▸ Your instructions: The lines you need are those holding the word "وادى"; pull them from the material.
(Supplied entries)
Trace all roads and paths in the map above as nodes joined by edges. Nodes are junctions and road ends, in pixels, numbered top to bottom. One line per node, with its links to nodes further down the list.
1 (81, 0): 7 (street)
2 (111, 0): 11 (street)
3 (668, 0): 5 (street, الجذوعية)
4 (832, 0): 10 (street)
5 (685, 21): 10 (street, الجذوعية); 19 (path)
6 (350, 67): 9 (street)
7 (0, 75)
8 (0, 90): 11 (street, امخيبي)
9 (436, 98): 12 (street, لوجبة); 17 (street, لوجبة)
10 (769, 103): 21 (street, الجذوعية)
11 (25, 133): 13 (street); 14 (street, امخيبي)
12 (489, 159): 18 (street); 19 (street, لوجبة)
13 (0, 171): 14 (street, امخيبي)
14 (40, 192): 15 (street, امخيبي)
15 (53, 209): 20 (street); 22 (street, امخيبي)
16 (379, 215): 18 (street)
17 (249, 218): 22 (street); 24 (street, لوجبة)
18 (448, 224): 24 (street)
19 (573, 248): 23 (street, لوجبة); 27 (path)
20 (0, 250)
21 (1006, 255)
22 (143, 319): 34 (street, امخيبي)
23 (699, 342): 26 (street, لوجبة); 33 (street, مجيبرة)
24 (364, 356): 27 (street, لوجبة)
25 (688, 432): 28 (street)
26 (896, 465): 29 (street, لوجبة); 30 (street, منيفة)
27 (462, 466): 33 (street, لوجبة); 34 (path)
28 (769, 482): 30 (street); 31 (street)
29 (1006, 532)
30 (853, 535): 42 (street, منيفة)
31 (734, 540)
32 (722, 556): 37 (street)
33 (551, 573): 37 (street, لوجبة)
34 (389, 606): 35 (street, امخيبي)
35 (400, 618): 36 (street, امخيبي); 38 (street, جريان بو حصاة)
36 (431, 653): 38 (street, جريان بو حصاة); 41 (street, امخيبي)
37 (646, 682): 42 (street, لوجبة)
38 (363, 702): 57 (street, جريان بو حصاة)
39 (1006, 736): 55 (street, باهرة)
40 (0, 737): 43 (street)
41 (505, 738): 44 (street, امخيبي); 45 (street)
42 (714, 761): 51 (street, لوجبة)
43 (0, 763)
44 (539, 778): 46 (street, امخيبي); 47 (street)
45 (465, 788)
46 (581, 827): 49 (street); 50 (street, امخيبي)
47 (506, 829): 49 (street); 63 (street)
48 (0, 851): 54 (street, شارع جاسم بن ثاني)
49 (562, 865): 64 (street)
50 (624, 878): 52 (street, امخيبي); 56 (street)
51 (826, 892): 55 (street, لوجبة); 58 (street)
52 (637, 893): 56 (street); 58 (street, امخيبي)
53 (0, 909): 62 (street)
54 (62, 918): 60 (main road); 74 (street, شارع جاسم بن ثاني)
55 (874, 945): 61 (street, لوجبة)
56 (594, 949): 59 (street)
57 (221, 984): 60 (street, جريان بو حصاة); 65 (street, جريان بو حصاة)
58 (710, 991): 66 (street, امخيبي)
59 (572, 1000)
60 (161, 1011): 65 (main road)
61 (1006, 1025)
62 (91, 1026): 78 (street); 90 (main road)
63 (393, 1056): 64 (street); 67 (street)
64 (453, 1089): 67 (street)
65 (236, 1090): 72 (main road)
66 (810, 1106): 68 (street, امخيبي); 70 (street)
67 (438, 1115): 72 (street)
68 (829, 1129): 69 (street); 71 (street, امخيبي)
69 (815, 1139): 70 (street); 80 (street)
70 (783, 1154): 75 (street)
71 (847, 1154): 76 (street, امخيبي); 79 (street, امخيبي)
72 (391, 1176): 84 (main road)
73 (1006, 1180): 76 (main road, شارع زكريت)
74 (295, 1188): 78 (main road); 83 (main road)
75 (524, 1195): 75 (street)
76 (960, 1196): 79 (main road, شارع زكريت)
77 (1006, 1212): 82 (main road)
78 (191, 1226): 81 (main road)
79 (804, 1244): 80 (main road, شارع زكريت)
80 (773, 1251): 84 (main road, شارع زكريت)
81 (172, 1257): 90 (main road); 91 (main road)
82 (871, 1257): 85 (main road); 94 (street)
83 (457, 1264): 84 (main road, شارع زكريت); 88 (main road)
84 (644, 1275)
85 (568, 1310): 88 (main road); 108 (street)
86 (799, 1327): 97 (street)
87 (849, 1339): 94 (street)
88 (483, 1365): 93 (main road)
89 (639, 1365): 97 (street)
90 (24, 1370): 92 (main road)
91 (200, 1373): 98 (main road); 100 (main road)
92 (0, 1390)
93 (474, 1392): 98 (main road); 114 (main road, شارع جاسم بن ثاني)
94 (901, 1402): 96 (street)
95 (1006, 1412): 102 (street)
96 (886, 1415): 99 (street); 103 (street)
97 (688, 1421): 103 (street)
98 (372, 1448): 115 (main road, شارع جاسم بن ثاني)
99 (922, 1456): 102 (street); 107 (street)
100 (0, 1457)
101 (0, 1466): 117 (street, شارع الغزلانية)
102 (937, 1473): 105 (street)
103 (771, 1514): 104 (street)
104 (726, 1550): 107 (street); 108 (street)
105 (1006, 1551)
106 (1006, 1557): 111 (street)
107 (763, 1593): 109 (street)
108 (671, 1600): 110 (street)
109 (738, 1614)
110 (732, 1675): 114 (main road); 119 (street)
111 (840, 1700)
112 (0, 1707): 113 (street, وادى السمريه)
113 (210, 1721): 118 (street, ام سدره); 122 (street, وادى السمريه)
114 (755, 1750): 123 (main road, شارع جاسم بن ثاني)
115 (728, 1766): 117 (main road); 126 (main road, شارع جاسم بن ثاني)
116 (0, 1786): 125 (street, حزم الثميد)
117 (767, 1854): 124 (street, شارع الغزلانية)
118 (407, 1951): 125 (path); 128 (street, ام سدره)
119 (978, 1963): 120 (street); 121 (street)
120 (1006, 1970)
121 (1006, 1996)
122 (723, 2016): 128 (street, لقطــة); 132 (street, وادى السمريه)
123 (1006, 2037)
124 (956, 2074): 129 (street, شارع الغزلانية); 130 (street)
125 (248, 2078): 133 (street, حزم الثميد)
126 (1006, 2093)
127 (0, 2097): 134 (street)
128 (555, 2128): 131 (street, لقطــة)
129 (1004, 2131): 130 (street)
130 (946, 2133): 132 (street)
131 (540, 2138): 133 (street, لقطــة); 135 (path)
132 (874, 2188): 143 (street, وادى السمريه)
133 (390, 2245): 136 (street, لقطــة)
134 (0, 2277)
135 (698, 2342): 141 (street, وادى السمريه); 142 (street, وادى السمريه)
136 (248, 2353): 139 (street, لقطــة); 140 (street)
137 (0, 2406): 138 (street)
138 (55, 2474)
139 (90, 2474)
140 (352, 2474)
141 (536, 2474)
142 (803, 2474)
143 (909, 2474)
(End Supplied entries)
▸ Exercise response:
112 (0, 1707): 113 (street, وادى السمريه)
113 (210, 1721): 118 (street, ام سدره); 122 (street, وادى السمريه)
122 (723, 2016): 128 (street, لقطــة); 132 (street, وادى السمريه)
132 (874, 2188): 143 (street, وادى السمريه)
135 (698, 2342): 141 (street, وادى السمريه); 142 (street, وادى السمريه)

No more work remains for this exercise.